Introduction
The sixteenth-century expansion of European powers launched a new phase in world history. In this section we track the expansion from Europe towards both the east and west. That European domination would later spread such an iron grip over so much of the world can be misleading.
Felix Hinz’s spirited account of the Spanish conquest of South America from the late 1490s reminds us of both the perilous and precarious nature of these enterprises. Luck played a significant role, and many of the reasons for conquistador victory were entirely outside their control. The spectacular successes that saw the fall of the Inca and Aztec Empires also need to be read against Spanish failures that descended into torture, starvation and cannibalism. Much of the initiative came from private adventurers. It was only subsequently that the Spanish Crown intervened and sent civil servants to build up a more secure and stable administration.In his account of the Portuguese sea-borne expansion into Asia, Jorge Flores points out that in entering the Indian Ocean, Europeans were one more set of newcomers in an extremely complex region with a long history of previous incursions by foreigners. Flores turns the usual scholarly focus on an exotic ‘other’ on its head by taking as his subject the question of how Asians viewed the Portuguese. The ‘Franks’ and their culture inspired both disgust and desire. Asians found them simultaneously strange and familiar, and sought to fit them into existing cosmologies that were themselves undergoing transformation.
The late eighteenth and early nineteenth centuries are widely recognised as a turning point in European expansion. The ‘Revolutionary Age’ was also a time of profound political upheaval within the Atlantic world colonies and Europe itself. Three of our chapters investigate particular aspects of this paradoxical moment in which struggles for liberty coincided with almost a third of the world’s population being brought under imperial rule.
Trevor Burnard asks why the planter classes of the Atlantic world rebelled against their metropolitan centres when the relationship between imperial centres and their planter-class colonists appears to have been so symbiotic.

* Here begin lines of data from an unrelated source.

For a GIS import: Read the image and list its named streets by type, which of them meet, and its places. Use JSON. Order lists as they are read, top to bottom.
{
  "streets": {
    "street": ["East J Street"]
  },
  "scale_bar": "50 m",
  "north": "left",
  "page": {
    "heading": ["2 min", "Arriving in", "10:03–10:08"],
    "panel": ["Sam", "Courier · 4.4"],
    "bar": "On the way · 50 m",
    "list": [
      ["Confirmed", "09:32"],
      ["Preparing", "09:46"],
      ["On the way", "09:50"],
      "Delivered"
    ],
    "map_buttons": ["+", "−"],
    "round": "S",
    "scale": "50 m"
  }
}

The Age of Revolutions, he argues, was not a reaction against empire—rather, it was a response to empire. It did not in fact contribute much to the end of slavery in the British, French or Iberian colonies of the region. With the rise of the abolition movement in Britain itself, however, that nation’s imperial turn towards Asia and the South Pacific conformed to a radical new idea: that empire and slavery were incompatible.Michael A. McDonnell and Kate Fullagar connect the two axes of this imperial turn by taking the perspective of the indigenous peoples of the Atlantic and Pacific Ocean worlds as their starting point. The view from the other side of the frontier offers the possibility to shift our conception of what drove imperial history. Indigenous resistance forced Europeans to continually reassess and debate the foundations of imperial policy and practice. Central as it was to imperial expansion, violence was not the only outcome of the encounters between ‘natives’ and ‘newcomers’, and the complications of this process matter in our understandings of both the past and the present.
Pernille Roge’s account of British, Danish and French imperialism shows us a ‘scramble for Africa’ in the 1780s and 1790s, long before the more usual late nineteenth-century use of this term. Once more, debates over slavery and the slave trade were crucial. Abolition was a key driving force in the paradoxical extension of empire in the name of liberty. Such projects laid the foundation for Europeans’ nineteenth- and twentieth-century colonisation of new parts of the globe.